Alice erkennt die Gefahr, wenn sie ihr begegnet. Sie spürt, wie sie auf die Erde zurückgezogen wird, und versucht, sich dagegen zu wehren; sie kneift die Augen zusammen, konzentriert sich darauf, wieder in die Stille zurückzukehren, doch dann – das Kind unter dem Küchentisch (das wir völlig vergessen hatten) wählt eben diesen Moment, um sich mit dem Holzhammer auf den Finger zu schlagen (ja, es ist in der Tat ein Junge) und gibt einen Grauen erregenden Schrei von sich, der Tote erwecken und eine jede Mutter unweigerlich von ihrer Astralreise zurückholen würde.
Seine Brüder stürmen sensationslüstern ins Haus, um zu sehen, ob irgendwo Blut fließt; der Hund im Hof erwacht und beginnt, wie wahnsinnig zu bellen; und das Kind in seiner Wiege in der Küchenecke, das von uns noch nicht bemerkt wurde, schlägt erschrocken die Augen auf und stimmt brüllend in den allgemeinen Tumult mit ein.
Die arme, entrückte Alice spürt, wie sie in ihr Leben zurückgesaugt wird, durch den blaukehlchenblauen Himmel und die geschmolzen-goldenen Ringelblumen hindurch, bis sie wieder am Türpfosten landet. Rumms!
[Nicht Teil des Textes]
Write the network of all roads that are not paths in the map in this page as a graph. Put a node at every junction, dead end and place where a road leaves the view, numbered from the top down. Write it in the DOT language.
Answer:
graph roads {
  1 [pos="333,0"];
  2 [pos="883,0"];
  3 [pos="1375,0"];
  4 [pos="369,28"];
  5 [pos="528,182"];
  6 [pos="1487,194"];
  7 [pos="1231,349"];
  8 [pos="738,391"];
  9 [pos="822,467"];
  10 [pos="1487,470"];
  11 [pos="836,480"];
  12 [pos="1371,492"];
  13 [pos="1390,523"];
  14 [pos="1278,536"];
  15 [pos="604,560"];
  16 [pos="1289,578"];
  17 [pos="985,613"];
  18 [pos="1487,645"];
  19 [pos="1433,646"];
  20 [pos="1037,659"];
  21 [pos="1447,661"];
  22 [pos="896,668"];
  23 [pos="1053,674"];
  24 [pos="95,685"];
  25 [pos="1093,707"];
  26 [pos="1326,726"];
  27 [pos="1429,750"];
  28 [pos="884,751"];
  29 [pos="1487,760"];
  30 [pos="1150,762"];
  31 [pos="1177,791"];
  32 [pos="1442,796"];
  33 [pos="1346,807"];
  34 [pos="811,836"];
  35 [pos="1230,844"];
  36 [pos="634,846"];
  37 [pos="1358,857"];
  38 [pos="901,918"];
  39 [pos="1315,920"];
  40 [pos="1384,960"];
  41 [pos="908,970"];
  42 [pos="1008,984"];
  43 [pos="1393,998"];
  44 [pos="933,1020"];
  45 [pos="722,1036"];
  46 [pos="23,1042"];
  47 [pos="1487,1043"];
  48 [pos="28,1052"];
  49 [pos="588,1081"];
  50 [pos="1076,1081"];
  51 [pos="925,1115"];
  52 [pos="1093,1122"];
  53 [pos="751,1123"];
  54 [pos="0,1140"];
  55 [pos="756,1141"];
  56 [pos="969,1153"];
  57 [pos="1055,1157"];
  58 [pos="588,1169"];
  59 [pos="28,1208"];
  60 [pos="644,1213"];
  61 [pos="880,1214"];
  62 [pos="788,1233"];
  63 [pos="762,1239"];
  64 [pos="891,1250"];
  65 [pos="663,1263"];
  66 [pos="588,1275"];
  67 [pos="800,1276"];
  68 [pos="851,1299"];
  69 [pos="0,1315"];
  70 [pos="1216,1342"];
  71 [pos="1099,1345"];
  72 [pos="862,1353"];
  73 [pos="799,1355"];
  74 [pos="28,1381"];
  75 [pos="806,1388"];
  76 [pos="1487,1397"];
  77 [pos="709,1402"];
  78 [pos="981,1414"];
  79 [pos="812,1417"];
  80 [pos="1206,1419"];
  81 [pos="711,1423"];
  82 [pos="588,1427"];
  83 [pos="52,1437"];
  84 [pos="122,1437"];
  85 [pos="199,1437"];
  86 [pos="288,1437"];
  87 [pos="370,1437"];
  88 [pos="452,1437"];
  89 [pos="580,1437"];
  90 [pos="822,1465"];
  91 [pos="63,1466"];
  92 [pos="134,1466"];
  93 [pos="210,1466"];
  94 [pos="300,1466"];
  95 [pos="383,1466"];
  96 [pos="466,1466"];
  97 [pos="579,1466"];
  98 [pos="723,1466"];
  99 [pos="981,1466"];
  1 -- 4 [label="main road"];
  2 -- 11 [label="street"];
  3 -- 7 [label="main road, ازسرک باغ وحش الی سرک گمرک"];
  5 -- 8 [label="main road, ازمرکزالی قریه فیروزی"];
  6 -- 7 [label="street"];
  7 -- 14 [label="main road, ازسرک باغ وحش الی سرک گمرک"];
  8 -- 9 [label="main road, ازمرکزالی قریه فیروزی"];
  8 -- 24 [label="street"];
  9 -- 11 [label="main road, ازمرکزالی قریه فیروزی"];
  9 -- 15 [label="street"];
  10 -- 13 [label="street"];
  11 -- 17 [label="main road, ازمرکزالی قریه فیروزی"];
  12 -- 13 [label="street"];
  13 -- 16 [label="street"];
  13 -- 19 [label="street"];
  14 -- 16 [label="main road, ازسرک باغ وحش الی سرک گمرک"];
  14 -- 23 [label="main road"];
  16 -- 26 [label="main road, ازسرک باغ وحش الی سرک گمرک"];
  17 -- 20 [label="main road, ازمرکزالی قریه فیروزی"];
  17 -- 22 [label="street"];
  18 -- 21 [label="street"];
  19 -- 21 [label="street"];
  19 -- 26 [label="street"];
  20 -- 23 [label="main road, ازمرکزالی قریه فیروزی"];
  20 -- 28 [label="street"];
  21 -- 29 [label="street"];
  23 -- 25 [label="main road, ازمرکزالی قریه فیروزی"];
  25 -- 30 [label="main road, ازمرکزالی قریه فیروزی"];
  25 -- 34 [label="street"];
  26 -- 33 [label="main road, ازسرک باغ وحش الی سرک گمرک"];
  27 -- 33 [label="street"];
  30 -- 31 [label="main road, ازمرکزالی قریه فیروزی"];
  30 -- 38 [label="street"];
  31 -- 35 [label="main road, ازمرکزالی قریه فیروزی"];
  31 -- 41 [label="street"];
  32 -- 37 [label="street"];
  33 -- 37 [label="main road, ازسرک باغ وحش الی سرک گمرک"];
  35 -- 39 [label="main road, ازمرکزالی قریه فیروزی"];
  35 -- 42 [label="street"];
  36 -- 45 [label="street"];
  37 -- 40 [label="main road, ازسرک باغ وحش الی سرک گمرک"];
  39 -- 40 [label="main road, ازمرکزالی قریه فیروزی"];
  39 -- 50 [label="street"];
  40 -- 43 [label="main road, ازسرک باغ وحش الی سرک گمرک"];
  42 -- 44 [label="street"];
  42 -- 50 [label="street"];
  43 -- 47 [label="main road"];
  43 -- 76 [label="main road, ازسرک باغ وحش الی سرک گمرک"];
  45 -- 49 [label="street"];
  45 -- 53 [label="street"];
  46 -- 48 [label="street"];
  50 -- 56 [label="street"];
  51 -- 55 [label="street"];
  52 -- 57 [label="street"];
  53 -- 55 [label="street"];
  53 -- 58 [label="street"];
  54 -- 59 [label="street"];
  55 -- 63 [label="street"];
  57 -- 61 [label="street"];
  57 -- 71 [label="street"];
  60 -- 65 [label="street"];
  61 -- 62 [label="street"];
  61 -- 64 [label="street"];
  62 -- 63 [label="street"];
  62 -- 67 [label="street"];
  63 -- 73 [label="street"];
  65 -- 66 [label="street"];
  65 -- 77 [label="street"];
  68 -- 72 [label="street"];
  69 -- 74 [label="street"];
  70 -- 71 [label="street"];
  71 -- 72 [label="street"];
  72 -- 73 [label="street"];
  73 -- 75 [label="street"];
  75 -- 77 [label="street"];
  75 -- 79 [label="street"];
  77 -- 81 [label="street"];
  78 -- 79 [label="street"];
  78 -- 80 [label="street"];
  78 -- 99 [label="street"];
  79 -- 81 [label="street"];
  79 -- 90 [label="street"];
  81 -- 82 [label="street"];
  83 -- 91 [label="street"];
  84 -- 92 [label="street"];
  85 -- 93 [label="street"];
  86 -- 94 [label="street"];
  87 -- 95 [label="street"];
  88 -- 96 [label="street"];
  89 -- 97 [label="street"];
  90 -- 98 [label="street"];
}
Das unsichtbare Baby Nell tritt gegen den Bauch von Alice, aus Mitleid mit dem heulenden Kind unter dem Tisch, das, als Alice es hochnimmt und zu trösten versucht, seine Finger in ihren Haaren verheddert und drei pinkfarbene Knöpfe von ihrer Bluse abreißt.
Auf dem Höhepunkt dieses Spektakels kommen Pferd und Wagen schließlich vor dem Cottage an, was den Hund in einen hysterischen Anfall treibt. Ein schlaksiger, fremdländisch aussehender Mann mit Hakennase und einem Hauch von Edgar Allan Poe – der altertümliche Gehrock, die Melancholiker-Hände – steigt vom Wagen und nähert sich der offenen Tür. Mit theatralischem Schwung nimmt er den Hut ab und macht eine tiefe Verbeugung. »Madame«, verkündet er und richtet sich zu voller Größe auf, »Jean-Paul Armand, zu Ihren Diensten.«
Er war tatsächlich, wie könnte es auch anders sein, ein Zauberkünstler, die geheimnisvollen Umrisse seines Wagens verbargen seltsame Requisiten – die zusammenklappbare, mediterrane Hintergrundkulisse, der verzierte Messingblumentopf, in dem eine Palme mit gestärkten Baumwollwedeln steckte, die Samtvorhänge, die ungewöhnliche Kamera – nur die Chaiselongue stammte nicht von ihm, sondern wurde von Ada und Lawrence in den Hinterhof hinausgezogen. »Dort ist das Licht besser«, erklärte er.
»Keine Bezahlung, bis ich mit den Fotos zurückkomme«, waren die Worte, mit denen er Alice bestrickte, die, in einem untypischen Anfall von Optimismus, glaubte, sie würde das Geld in der Zwischenzeit tatsächlich irgendwie auftreiben können. Also wurden die Kinder geschrubbt und gekämmt und zurechtgezupft. Die Tränen von Albert (dem Kind unter dem Tisch) trocknete Mr. Armand mit einem Gerstenzuckerkringel – er hatte immer eine Tasche voll dabei, um seine kleinen, widerspenstigen Modelle zu bestechen. Er machte von ihren Kindern Fotos in unterschiedlichen Kombinationen – Ada mit Albert auf ihrem Knie; Gruppenbild der Jungen Albert, Tom und Lawrence; Ada, die statt ihres Puppenbabys das echte Baby Lillian (das vergessene in der Wiege) im Arm hält und so fort. Lillian hat ihren ersten Geburtstag noch nicht gefeiert, und sie wird ihn gerade noch begehen können, bevor ihre Mutter für immer aus ihrem Leben verschwindet.